# THE TASK:
Take every line from the listing below that contains "roads".

# SUPPLIED MATERIAL:
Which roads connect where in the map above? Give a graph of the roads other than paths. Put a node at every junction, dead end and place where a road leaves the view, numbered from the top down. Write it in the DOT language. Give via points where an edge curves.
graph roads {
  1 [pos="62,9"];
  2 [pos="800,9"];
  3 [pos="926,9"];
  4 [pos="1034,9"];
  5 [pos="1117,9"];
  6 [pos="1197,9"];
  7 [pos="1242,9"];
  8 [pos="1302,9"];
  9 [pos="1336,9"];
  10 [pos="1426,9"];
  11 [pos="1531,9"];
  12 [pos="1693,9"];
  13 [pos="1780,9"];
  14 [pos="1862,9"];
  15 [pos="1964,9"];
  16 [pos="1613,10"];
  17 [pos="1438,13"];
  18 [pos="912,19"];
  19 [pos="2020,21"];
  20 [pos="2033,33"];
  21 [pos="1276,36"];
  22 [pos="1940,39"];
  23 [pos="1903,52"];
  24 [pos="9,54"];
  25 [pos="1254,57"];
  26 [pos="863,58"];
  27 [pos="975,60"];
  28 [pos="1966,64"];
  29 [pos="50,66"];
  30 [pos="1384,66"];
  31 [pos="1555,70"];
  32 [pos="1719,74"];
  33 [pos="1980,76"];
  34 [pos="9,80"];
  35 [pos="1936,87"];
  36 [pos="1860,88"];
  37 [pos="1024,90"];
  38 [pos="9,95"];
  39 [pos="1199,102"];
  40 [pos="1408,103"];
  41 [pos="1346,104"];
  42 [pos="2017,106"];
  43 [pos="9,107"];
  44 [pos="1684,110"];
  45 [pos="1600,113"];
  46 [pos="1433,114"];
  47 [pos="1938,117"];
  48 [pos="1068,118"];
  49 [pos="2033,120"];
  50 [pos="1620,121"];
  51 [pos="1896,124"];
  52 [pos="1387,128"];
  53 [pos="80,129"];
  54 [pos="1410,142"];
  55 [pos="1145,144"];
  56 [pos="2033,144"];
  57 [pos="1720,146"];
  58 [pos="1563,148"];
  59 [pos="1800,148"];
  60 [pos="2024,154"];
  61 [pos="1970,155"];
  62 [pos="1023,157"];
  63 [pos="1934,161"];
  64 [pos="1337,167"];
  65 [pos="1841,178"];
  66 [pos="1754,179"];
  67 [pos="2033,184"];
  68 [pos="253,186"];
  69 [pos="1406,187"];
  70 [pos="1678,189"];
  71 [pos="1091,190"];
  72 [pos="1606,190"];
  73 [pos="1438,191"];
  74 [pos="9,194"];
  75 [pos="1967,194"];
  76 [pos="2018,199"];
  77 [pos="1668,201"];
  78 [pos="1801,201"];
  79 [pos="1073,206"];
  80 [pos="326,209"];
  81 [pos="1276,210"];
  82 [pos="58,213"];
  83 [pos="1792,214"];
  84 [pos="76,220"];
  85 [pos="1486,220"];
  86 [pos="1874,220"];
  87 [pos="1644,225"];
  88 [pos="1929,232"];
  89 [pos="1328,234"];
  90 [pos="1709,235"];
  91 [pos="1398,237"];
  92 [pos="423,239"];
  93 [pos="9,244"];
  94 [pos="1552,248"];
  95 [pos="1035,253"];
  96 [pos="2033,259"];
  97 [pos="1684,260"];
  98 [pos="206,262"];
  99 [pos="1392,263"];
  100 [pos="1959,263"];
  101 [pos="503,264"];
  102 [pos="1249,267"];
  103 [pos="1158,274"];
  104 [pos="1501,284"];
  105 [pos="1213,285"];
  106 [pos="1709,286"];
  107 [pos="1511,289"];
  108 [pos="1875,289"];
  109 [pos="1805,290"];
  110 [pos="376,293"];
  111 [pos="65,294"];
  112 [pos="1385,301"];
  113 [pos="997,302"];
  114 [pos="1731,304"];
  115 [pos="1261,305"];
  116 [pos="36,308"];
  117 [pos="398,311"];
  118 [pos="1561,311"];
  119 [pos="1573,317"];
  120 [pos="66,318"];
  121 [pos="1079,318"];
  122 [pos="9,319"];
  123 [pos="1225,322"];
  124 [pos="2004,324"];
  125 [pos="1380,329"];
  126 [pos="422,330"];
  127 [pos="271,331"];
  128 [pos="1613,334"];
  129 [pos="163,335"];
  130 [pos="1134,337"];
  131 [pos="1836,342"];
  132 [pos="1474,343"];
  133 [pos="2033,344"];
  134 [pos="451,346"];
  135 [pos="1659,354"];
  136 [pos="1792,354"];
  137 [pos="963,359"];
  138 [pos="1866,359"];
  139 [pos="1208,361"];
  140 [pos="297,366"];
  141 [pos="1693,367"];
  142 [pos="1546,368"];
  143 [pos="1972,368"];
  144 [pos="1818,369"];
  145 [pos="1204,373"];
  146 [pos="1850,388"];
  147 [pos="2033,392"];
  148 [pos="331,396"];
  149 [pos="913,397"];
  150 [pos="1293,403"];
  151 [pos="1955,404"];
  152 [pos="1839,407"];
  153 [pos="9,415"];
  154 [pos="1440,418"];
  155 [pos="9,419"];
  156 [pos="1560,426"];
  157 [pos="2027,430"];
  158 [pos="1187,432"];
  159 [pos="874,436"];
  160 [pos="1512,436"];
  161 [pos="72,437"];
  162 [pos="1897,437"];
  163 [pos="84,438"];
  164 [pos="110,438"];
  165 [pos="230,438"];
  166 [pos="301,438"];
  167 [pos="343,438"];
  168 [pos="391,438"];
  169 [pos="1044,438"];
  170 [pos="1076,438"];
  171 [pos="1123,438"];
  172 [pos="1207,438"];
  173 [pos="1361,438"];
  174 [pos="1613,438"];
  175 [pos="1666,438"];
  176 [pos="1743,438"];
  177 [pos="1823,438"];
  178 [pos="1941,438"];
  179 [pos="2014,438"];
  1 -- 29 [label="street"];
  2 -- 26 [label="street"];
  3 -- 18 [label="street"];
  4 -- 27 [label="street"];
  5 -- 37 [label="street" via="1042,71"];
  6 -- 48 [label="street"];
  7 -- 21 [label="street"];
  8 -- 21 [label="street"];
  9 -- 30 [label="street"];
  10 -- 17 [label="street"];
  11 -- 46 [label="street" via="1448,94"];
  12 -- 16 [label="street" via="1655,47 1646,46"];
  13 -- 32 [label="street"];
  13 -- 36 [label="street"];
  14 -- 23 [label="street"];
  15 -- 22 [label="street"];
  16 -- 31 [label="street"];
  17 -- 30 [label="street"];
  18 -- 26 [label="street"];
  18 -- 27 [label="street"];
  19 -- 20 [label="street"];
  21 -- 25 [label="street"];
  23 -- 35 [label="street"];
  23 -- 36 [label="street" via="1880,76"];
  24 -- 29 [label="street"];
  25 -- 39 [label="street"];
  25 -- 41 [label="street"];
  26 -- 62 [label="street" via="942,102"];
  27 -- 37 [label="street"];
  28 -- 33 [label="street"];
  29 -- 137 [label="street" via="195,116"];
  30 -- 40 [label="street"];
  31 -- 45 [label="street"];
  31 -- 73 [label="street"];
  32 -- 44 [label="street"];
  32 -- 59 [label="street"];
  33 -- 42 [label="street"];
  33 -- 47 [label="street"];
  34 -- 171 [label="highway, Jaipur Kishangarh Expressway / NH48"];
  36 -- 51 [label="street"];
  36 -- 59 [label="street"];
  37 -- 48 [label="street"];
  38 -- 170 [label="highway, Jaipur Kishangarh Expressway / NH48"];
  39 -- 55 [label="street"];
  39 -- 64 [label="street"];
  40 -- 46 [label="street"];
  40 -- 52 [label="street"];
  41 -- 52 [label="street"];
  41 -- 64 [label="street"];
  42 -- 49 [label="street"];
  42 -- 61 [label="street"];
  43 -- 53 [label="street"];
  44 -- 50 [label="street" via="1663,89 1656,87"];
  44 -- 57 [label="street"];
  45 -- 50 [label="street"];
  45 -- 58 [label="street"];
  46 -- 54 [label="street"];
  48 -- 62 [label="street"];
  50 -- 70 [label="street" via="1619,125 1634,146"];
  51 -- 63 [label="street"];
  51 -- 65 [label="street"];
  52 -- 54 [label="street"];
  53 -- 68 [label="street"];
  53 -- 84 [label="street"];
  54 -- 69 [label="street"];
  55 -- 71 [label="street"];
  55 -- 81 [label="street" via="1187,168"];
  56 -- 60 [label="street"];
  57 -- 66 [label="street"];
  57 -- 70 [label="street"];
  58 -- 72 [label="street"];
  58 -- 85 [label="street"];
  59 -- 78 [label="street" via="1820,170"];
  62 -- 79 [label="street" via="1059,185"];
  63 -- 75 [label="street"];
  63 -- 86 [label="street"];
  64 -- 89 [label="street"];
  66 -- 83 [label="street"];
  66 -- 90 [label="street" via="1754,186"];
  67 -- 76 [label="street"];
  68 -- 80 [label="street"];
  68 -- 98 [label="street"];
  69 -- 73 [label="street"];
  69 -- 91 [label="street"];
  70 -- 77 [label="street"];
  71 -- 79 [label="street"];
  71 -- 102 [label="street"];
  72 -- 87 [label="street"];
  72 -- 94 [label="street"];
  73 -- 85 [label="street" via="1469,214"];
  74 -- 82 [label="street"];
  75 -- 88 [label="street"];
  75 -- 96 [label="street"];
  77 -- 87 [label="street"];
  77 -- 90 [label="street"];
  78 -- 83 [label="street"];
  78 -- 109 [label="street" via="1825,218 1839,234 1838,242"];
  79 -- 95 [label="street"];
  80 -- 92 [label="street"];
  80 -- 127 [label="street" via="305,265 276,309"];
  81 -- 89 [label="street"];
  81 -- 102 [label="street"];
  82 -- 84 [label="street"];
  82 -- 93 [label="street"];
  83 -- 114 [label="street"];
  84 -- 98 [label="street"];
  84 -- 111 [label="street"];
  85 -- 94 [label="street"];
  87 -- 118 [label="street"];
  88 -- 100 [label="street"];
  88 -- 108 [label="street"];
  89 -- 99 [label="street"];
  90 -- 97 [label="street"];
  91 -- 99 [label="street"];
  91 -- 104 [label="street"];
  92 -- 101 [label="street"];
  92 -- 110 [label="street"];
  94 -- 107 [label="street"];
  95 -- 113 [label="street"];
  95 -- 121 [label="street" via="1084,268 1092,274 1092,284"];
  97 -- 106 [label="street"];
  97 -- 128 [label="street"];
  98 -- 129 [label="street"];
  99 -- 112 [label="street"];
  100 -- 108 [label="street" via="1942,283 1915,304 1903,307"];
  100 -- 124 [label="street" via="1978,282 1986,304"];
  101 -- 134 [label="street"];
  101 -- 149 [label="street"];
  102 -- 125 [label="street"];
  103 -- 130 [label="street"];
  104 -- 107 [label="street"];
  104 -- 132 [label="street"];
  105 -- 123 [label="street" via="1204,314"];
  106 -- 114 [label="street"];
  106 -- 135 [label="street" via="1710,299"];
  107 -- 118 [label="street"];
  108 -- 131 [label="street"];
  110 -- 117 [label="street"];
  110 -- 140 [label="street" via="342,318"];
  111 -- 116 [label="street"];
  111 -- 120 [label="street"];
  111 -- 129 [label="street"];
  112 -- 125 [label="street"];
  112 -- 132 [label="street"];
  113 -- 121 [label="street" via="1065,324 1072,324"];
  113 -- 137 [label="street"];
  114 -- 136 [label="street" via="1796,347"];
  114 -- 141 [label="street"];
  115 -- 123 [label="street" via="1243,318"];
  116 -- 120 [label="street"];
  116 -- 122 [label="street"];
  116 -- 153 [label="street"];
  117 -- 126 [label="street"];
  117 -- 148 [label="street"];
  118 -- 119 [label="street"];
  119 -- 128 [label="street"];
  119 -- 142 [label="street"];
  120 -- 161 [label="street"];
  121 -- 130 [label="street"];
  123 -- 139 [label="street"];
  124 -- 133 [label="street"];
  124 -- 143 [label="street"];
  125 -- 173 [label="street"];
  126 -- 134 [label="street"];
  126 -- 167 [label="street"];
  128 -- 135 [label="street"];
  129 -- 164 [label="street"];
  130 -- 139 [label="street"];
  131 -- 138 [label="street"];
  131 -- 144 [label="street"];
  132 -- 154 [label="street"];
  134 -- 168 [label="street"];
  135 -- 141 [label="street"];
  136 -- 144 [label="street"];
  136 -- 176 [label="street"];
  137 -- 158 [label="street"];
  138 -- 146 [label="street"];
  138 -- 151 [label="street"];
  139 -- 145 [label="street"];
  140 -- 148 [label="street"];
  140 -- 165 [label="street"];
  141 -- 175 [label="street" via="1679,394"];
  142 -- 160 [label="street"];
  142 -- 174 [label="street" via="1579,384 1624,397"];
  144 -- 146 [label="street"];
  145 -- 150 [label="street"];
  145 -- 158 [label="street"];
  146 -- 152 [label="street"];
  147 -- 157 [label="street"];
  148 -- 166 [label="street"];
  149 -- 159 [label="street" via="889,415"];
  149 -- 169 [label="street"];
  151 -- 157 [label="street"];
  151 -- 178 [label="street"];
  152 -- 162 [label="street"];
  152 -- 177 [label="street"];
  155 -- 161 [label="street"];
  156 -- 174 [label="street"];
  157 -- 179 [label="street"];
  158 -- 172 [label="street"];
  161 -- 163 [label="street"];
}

# WORKED SOLUTION:
Which roads connect where in the map above? Give a graph of the roads other than paths. Put a node at every junction, dead end and place where a road leaves the view, numbered from the top down. Write it in the DOT language. Give via points where an edge curves.
graph roads {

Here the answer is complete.